PHILADELPHIA -- Johann Breyer, 77, landed work the day after arriving in America in 1952 and quietly supported his family for the next 40 years as a tool-and-die maker.
Andrew Kuras, 80, grew blueberries and raised his sons in New Jersey.
Ildefonsas Bucmys, 81, worked in an Ohio foundry for 27 years before retiring in 1985 to enjoy bingo, church and Lithuanian social gatherings.
These three men, say federal prosecutors, are former guards at Nazi concentration camps who helped Hitler's Third Reich kill 6 million Jews. Despite their advanced age, prosecutors say they should not be allowed to live -- or die -- in the United States.
"We race the clock against the Grim Reaper. Sometimes the Grim Reaper wins," said Eli Rosenbaum, who directs the U.S. Justice Department's Nazi-hunting unit, the Office of Special Investigations.
Congress established the office in 1979 to root out and deport war criminals from World War II who made it into the country. But with its targets reaching their 80s and 90s, some question its mission.
"To continue the prosecution of octogenarians -- and soon nonagenarians -- is, to be sure, a political decision," Senior Judge Ruggero J. Aldisert of the 3rd U.S. Circuit Court of Appeals wrote in a 1996 dissent in a Nazi deportation case.
Others complain that the office -- having flushed out the more egregious cases -- is now chasing men who were mere pawns in the battle over Europe and have been law-abiding members of American society for decades.
"Time after time you find these people have led exemplary lives as citizens," said Martin Lentz, a Philadelphia lawyer who represents Breyer.
'Especially cruel'
But Rosenbaum said these immigrants never should have been allowed to enjoy the benefits of U.S. residency and citizenship.
"The bottom line is they simply shouldn't be here," he said, "and it is especially cruel to require survivors of the Holocaust and other Nazi crimes who have made new homes here to require them to share their adopted homeland with their former tormentors."
The Justice Department builds deportation cases against these men by showing they lied about their wartime activities when they entered the United States.
The OSI's work has led judges to strip 71 people of their citizenship and deport 51. Many of those deported could face criminal charges in Europe, but few have ever been prosecuted.
The OSI staff has 24 lawyers, historians and investigators and a $5 million annual budget. There are about 150 people now under investigation and 19 cases pending in court.
The office has lost only a few cases in the past decade, thanks in part to the cache of documentary evidence -- including signed oaths and employee lists from Nazi death camps -- that became available with the fall of the Soviet Union in 1991.

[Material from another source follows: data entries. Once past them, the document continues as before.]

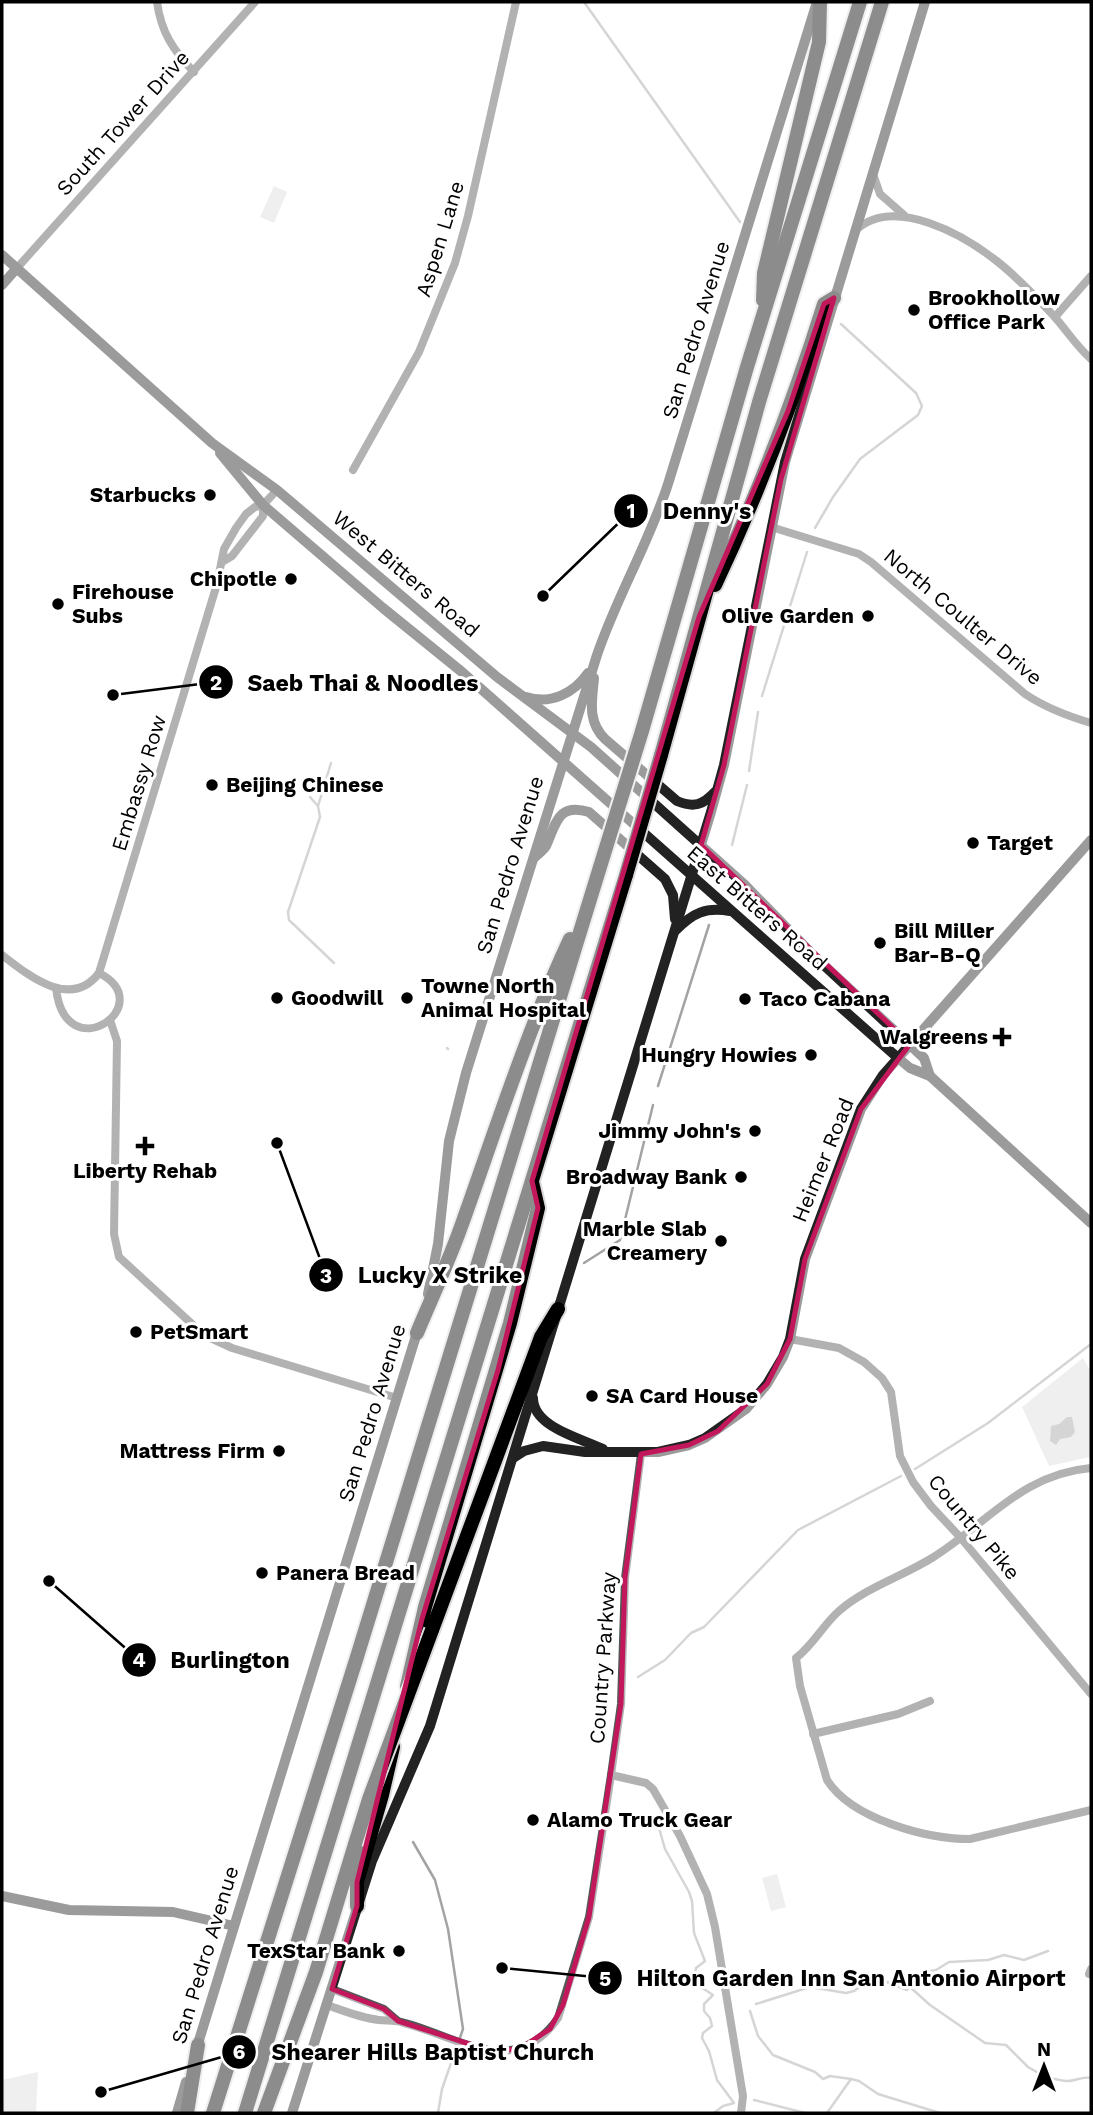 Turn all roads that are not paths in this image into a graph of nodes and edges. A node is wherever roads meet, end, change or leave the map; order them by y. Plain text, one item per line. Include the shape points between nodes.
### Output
1 (157, 2) edge
2 (256, 2) edge
3 (516, 2) edge
4 (818, 2) edge
5 (860, 2) edge
6 (882, 2) edge
7 (925, 2) edge
8 (194, 72) junction
9 (873, 172) junction
10 (904, 215) junction
11 (854, 232) junction
12 (2, 255) edge
13 (17, 268) junction
14 (1091, 276) edge
15 (2, 285) edge
16 (834, 299) junction
17 (1055, 317) junction
18 (762, 318) junction
19 (1091, 359) edge
20 (212, 443) junction
21 (353, 470) dead end
22 (277, 490) junction
23 (263, 505) junction
24 (771, 527) junction
25 (222, 562) junction
26 (699, 617) junction
27 (597, 655) junction
28 (519, 694) junction
29 (1091, 723) edge
30 (571, 733) junction
31 (563, 761) junction
32 (718, 789) junction
33 (1091, 840) edge
34 (701, 845) junction
35 (532, 860) junction
36 (691, 876) junction
37 (594, 887) junction
38 (730, 912) junction
39 (674, 933) junction
40 (2, 955) edge
41 (99, 972) junction
42 (57, 988) junction
43 (110, 1020) junction
44 (910, 1044) junction
45 (898, 1058) junction
46 (930, 1076) junction
47 (532, 1181) junction
48 (1091, 1223) edge
49 (558, 1309) junction
50 (417, 1333) junction
51 (790, 1339) junction
52 (533, 1391) junction
53 (397, 1398) junction
54 (605, 1450) junction
55 (641, 1454) junction
56 (513, 1458) junction
57 (1091, 1468) edge
58 (960, 1537) junction
59 (1087, 1683) edge
60 (1091, 1694) edge
61 (930, 1701) dead end
62 (813, 1734) junction
63 (611, 1775) junction
64 (1091, 1810) edge
65 (2, 1896) edge
66 (357, 1906) junction
67 (234, 1926) junction
68 (332, 1989) junction
69 (327, 2005) junction
70 (398, 2021) junction
71 (198, 2045) junction
72 (177, 2113) edge
73 (187, 2113) edge
74 (213, 2113) edge
75 (245, 2113) edge
76 (264, 2113) edge
77 (292, 2113) edge
78 (741, 2113) edge

1 - 8 street via 166,38
2 - 8 street, South Tower Drive
3 - 21 street, Aspen Lane via 455,263 419,352
4 - 18 highway via 819,42 764,273
4 - 27 main road, San Pedro Avenue via 663,502
5 - 18 highway
6 - 26 highway via 759,402
7 - 9 main road
8 - 13 street, South Tower Drive
9 - 10 street via 878,192
9 - 11 main road
10 - 11 street via 875,218
10 - 17 street via 950,233 996,261
11 - 16 main road
12 - 13 main road, West Bitters Road
13 - 15 main road
13 - 20 main road, West Bitters Road
14 - 17 street
16 - 24 main road via 785,463
16 - 26 highway via 824,304 788,411
17 - 19 street
18 - 37 highway, bridge
20 - 22 main road, West Bitters Road
20 - 23 main road, West Bitters Road
22 - 23 street, Embassy Row
22 - 28 main road, West Bitters Road
23 - 25 street, Embassy Row via 263,516
23 - 25 street, Embassy Row via 252,509 236,528
23 - 31 main road, West Bitters Road
24 - 29 street, North Coulter Drive via 859,554 1025,694 1062,715
24 - 32 main road
25 - 41 street, Embassy Row
26 - 47 highway, bridge
27 - 28 main road via 583,679 565,694 539,700
27 - 30 main road, San Pedro Avenue
27 - 32 main road via 592,714 601,734 677,802 699,805
28 - 30 main road, West Bitters Road
30 - 31 main road, San Pedro Avenue
30 - 34 main road, West Bitters Road
31 - 35 main road, San Pedro Avenue
31 - 36 main road, East Bitters Road
32 - 34 main road
33 - 44 main road, Heimer Road
34 - 36 main road
34 - 44 main road, East Bitters Road
35 - 39 main road via 545,848 560,816 576,810 589,813 668,883 674,898
35 - 50 main road, San Pedro Avenue via 458,1100 436,1262
36 - 38 main road, East Bitters Road
36 - 39 main road
37 - 50 highway via 556,967
37 - 74 highway
38 - 39 main road via 698,912
38 - 45 main road, East Bitters Road
39 - 49 main road
40 - 42 street via 23,972
41 - 42 street via 80,989
41 - 43 street via 119,993 118,1008
42 - 43 street via 63,1014 73,1023 99,1028
43 - 53 street via 117,1041 114,1234 119,1257 204,1335 232,1348
44 - 45 main road, Heimer Road
44 - 46 main road, East Bitters Road via 924,1058
45 - 46 main road, East Bitters Road
45 - 51 main road, Heimer Road via 861,1109 850,1134 805,1259
46 - 48 main road, East Bitters Road
47 - 66 highway via 538,1208 498,1370 422,1619 357,1882
47 - 75 highway
49 - 52 main road
49 - 76 highway, bridge via 541,1338 369,1799 316,1972
50 - 53 main road, San Pedro Avenue
51 - 55 main road, Heimer Road via 767,1384 735,1419 689,1445
51 - 58 street, Country Pike via 839,1348 882,1378 891,1392 900,1456 913,1482
52 - 54 main road, Heimer Road via 535,1410 545,1422
52 - 56 main road
53 - 67 main road, San Pedro Avenue
54 - 55 main road, Heimer Road
54 - 56 main road, Heimer Road via 543,1446
55 - 63 street, Country Parkway via 625,1578 621,1704
56 - 66 main road via 430,1726
57 - 58 street via 1032,1484
58 - 59 street, Country Pike
58 - 62 street via 932,1558 852,1601 796,1658
59 - 60 street, Country Pike
61 - 62 street via 898,1714
62 - 64 street via 833,1790 853,1806 912,1831 970,1839
63 - 70 street, Country Parkway via 589,1917 558,2018 521,2048 494,2052
63 - 78 street via 653,1789 706,1894 743,2096
65 - 67 main road via 69,1909 173,1912
66 - 68 main road
67 - 71 main road, San Pedro Avenue
68 - 69 main road
68 - 70 street, Country Parkway via 384,2009
69 - 70 street, Country Parkway via 379,2021
69 - 77 main road
71 - 72 main road, San Pedro Avenue
71 - 73 highway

None of the attorneys for suspected guards would let them be interviewed for this story.
Rosenbaum's father joined the U.S. Army and was sent with other American soldiers to inspect Dachau after the death camp was liberated.
"I asked him, when I was a kid, 14 or 15, 'What did you see?'" Rosenbaum said. "His eyes welled with tears. He never said anything. I never pressed it."